| First Author | Spencer CT | Year | 2013 |
| Journal | Eur J Immunol | Volume | 43 |
| Issue | 5 | Pages | 1162-72 |
| PubMed ID | 23386199 | Mgi Jnum | J:198053 |
| Mgi Id | MGI:5495342 | Doi | 10.1002/eji.201243087 |
| Citation | Spencer CT, et al. (2013) Sculpting MHC class II-restricted self and non-self peptidome by the class I Ag-processing machinery and its impact on Th-cell responses. Eur J Immunol 43(5):1162-72 |
| abstractText | It is generally assumed that the MHC class I antigen (Ag)-processing (CAP) machinery - which supplies peptides for presentation by class I molecules - plays no role in class II-restricted presentation of cytoplasmic Ags.

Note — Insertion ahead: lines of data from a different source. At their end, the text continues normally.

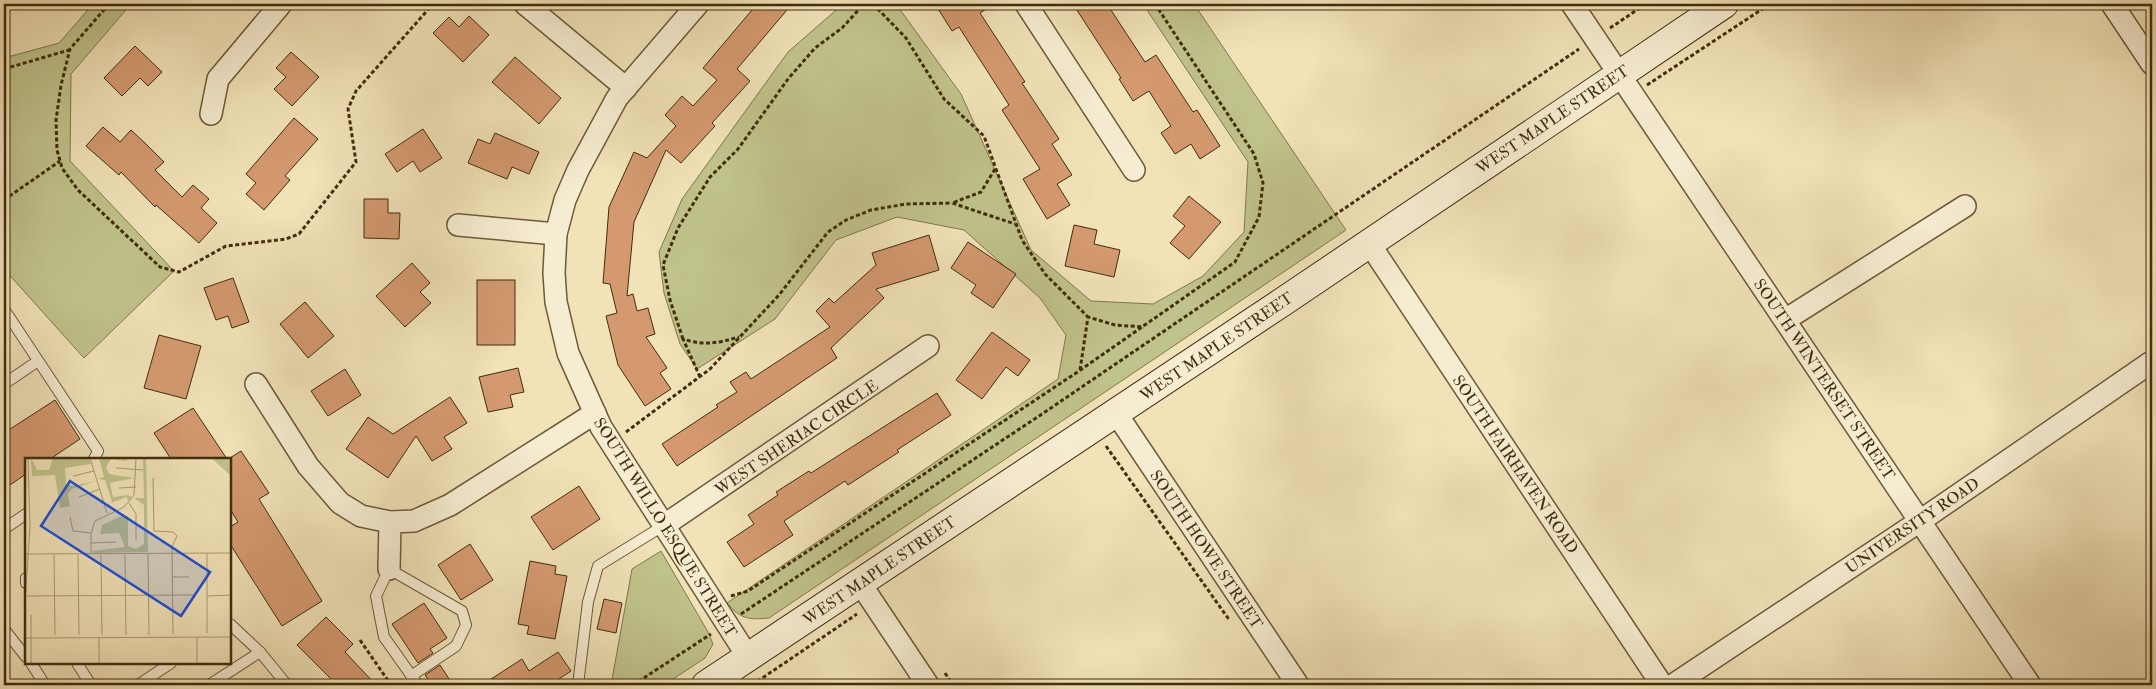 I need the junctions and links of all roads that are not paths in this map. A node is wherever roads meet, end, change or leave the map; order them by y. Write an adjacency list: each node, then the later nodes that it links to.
1 (281, 4): 11 (street)
2 (525, 4): 10 (street)
3 (698, 4): 10 (street, SOUTH WILLO ESQUE STREET)
4 (1026, 4): 12 (street)
5 (1572, 4): 9 (street, SOUTH WINTERSET STREET)
6 (1724, 4): 9 (main road, WEST MAPLE STREET)
7 (2112, 4): 8 (street)
8 (2152, 64)
9 (1620, 73): 16 (main road, WEST MAPLE STREET); 18 (street, SOUTH WINTERSET STREET)
10 (626, 88): 15 (street, SOUTH WILLO ESQUE STREET)
11 (212, 114)
12 (1134, 170)
13 (1965, 206): 18 (street)
14 (458, 226): 15 (street)
15 (556, 234): 24 (street, SOUTH WILLO ESQUE STREET)
16 (1369, 243): 25 (main road, WEST MAPLE STREET); 53 (street, SOUTH FAIRHAVEN ROAD)
17 (4, 309): 20 (lane)
18 (1785, 320): 28 (street, SOUTH WINTERSET STREET)
19 (928, 346): 30 (street, WEST SHERIAC CIRCLE)
20 (38, 361): 22 (lane); 26 (lane)
21 (2150, 362): 28 (street, UNIVERSITY ROAD)
22 (4, 384)
23 (256, 384): 29 (street)
24 (595, 413): 29 (street); 30 (street, SOUTH WILLO ESQUE STREET)
25 (1116, 413): 33 (main road, WEST MAPLE STREET); 52 (street, SOUTH HOWE STREET)
26 (94, 458)
27 (25, 515): 31 (lane)
28 (1920, 521): 54 (street, UNIVERSITY ROAD); 55 (street, SOUTH WINTERSET STREET)
29 (390, 522): 32 (street)
30 (663, 526): 38 (street, SOUTH WILLO ESQUE STREET); 49 (lane)
31 (4, 529)
32 (389, 568): 42 (lane); 42 (lane)
33 (860, 583): 38 (main road, WEST MAPLE STREET); 51 (street)
34 (231, 625): 36 (lane)
35 (4, 629): 37 (lane)
36 (260, 652): 46 (lane); 47 (lane)
37 (25, 656)
38 (748, 657): 50 (main road, WEST MAPLE STREET)
39 (32, 664): 43 (lane)
40 (78, 664): 44 (lane)
41 (170, 664): 45 (lane)
42 (411, 676): 48 (lane)
43 (45, 685)
44 (91, 685)
45 (138, 685)
46 (209, 685)
47 (287, 685)
48 (418, 685)
49 (578, 685)
50 (706, 685)
51 (928, 685)
52 (1298, 685)
53 (1662, 685)
54 (1673, 685)
55 (2030, 685)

In striking contrast to this assumption, we previously reported that proteasome inhibition, TAP deficiency or ERAAP deficiency led to dramatically altered T helper (Th)-cell responses to allograft (HY) and microbial (Listeria monocytogenes) Ags. Herein, we tested whether altered Ag processing and presentation, altered CD4(+) T-cell repertoire, or both underlay the above finding. We found that TAP deficiency and ERAAP deficiency dramatically altered the quality of class II-associated self peptides suggesting that the CAP machinery impacts class II-restricted Ag processing and presentation. Consistent with altered self peptidomes, the CD4(+) T-cell receptor repertoire of mice deficient in the CAP machinery substantially differed from that of WT animals resulting in altered CD4(+) T-cell Ag recognition patterns. These data suggest that TAP and ERAAP sculpt the class II-restricted peptidome, impacting the CD4(+) T-cell repertoire, and ultimately altering Th-cell responses. Together with our previous findings, these data suggest multiple CAP machinery components sequester or degrade MHC class II-restricted epitopes that would otherwise be capable of eliciting functional Th-cell responses. |